In retrospect I cannot rule out the possibility that the project would have gone a lot smoother had I done three things prior to start-up; 1) had a morning coffee 2) found my glasses, and finally 3), had the sense to do (or attempt) repair someplace with good light.
I did neither. Therefore the slightly fiddly job, which I’d imagine normally could be done in a matter maybe 15-20 minutes, by a someone who consider themselves average handy, took at least three quarters of an hour, maybe more.
Some still build things that lasts
Yes, even in a time and age when build quality often is questionable, among other things to make us buy new stuff instead of fixing what we have, there are those who still rely on, and believe in, building stuff in good quality.
Moccamaster coffee machines have a reputation for being built to last. Ours is no exception. A decade + of usage and heaven knows how many liters (or gallons) of coffee made, it’s still almost as good as new. But age finally caught up with an electrical switch.
Over the past couple of months the machine had begun to switch itself off in the middle of the brewing. Sometimes, typically early in the morning when little time, it required several switching attempts to make the power stay on. Long enough to complete the brewing and serve me a much needed mug.
To compensate or avoid the switch-o-manic morning hassle, solution was, literally speaking, instant. Don’t know about you but if you’re a coffee drinker like me, am sure you too prefer something else than instant coffee.

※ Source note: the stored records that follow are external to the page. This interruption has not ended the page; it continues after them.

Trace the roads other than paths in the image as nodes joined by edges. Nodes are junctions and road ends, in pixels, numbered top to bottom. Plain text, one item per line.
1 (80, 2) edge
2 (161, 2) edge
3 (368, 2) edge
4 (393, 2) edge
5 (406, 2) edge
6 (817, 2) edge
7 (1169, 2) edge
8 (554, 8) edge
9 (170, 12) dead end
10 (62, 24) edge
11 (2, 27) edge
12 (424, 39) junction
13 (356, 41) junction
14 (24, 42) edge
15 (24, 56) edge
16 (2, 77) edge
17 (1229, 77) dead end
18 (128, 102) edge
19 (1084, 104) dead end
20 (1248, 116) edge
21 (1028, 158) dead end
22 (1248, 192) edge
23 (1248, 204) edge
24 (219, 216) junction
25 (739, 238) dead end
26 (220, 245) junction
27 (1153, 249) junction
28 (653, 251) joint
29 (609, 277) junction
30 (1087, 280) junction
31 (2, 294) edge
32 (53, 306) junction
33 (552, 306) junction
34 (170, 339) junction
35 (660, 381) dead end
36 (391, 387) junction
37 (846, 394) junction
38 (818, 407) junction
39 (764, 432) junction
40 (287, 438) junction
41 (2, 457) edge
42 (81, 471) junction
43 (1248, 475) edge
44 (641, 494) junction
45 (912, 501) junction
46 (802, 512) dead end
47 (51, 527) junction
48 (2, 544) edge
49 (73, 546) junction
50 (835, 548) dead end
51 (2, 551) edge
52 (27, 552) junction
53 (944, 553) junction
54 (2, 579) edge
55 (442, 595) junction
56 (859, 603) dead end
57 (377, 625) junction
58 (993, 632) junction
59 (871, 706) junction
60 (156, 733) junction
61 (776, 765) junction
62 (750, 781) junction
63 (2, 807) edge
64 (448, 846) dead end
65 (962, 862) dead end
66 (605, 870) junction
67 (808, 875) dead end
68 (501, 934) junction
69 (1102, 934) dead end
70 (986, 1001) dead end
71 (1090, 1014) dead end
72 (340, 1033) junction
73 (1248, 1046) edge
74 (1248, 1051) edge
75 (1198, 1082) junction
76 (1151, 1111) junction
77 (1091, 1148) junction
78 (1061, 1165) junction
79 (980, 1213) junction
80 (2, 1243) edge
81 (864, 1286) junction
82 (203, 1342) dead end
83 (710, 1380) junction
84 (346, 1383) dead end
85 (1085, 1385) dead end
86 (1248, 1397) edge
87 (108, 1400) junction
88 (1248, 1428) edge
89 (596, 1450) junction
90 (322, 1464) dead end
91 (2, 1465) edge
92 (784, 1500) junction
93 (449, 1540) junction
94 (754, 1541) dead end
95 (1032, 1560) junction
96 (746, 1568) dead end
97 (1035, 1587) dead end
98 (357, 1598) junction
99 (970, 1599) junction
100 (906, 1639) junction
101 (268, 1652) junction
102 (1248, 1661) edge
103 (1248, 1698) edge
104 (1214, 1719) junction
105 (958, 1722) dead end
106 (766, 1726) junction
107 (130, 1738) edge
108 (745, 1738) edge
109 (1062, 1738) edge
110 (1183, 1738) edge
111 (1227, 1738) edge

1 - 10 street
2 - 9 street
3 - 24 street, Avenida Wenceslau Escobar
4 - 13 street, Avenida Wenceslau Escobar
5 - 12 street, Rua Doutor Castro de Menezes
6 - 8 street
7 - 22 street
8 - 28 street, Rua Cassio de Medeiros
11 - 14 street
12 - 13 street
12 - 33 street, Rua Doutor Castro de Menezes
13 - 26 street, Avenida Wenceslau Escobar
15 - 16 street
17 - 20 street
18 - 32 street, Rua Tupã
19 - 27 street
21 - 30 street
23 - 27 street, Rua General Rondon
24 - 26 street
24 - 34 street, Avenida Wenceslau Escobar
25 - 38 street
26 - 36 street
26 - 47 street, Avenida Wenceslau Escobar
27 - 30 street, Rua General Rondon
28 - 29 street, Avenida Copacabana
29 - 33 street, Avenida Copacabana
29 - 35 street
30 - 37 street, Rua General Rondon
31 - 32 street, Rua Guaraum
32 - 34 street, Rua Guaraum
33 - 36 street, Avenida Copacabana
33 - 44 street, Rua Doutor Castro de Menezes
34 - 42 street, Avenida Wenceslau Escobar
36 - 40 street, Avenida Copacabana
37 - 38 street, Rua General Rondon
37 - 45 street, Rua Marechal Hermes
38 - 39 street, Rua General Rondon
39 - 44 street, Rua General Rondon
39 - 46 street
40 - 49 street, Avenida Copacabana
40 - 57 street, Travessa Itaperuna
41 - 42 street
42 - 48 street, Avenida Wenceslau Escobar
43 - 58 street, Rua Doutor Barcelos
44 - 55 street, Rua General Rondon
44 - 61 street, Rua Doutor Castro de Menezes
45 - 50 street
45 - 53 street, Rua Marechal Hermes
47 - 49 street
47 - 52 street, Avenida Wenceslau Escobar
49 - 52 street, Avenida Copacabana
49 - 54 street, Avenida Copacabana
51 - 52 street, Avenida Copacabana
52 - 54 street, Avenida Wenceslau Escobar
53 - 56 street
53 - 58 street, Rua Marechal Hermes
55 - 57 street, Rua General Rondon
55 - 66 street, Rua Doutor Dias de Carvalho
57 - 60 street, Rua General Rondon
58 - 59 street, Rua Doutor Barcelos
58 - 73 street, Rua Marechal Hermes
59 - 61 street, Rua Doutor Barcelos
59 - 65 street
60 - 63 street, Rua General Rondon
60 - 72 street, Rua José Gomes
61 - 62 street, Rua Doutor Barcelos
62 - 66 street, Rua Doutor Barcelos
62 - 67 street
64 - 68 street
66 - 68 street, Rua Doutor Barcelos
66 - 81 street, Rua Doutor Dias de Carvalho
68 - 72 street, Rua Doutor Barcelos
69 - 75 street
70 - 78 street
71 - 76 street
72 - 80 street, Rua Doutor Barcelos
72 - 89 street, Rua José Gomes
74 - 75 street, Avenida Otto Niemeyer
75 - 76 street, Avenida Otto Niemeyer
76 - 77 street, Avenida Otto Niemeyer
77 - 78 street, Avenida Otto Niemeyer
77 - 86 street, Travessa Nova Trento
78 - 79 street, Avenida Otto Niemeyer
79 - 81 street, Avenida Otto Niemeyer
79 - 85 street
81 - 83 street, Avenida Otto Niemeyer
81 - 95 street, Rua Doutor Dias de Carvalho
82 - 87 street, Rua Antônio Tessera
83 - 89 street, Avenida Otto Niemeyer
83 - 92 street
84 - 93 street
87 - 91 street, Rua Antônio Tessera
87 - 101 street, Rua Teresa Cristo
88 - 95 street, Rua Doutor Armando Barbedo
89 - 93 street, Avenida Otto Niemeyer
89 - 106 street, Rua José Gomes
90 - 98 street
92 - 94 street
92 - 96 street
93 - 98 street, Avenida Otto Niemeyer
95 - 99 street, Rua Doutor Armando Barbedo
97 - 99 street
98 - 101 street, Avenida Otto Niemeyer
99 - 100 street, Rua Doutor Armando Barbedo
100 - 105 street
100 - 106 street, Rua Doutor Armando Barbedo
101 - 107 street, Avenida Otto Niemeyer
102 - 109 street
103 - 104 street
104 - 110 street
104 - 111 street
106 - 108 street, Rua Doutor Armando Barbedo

Well, there are all these wonderful new coffee machines nowadays, that only requires a capsule of ready-made stuff. Brings you coffee relatively instant. But they produce more waste, a lot more waste. Many of these machines and capsule oriented products are made by one particular company we don’t buy products from anymore. Why? Read the story here.
Repairs on a Christmas morning
Now, what would be the normal reflex in 2015, when things fail after long and faithful service? Go and buy a new machine of course! Getting spare parts is possible, but sometimes difficult. Then it’s the effort of fixing. Having someone fix it for you amounts up to the same, if not more, than buying new. Add to that the cost of spare parts.
It’s a sad fact of our digitized, automated, wasteful and capitalistic reality; it’s easier and cheaper to buy new, buy more, and ditch the old. Even if it’s fixable, the fixing is doable, even if it is entirely possible to extend product life-cycle by the double of what you thought.
I was lucky. Clas Ohlson became my savior once again, as they have countless times while looking for Christmas presents. In their web-catalog they had a couple of switches that should fit on the Moccamaster. One was fairly similar to the old and faulty.
Even Clas Ohlson don’t have such things in stores anymore. Had to order it, 3 days later I got an SMS, went over to pick it up. Sort of a gamble but at first inspection it looked right. Such luck! Much too early in the morning, before woken completely up, I started the attempt to repair our well used Moccamaster coffee machine. Not exactly brave or bold, but determined at least. Hey Presto!
The “morale” of this nothing of a story? Sometimes it’s worth the effort, fixing something rather than buy new.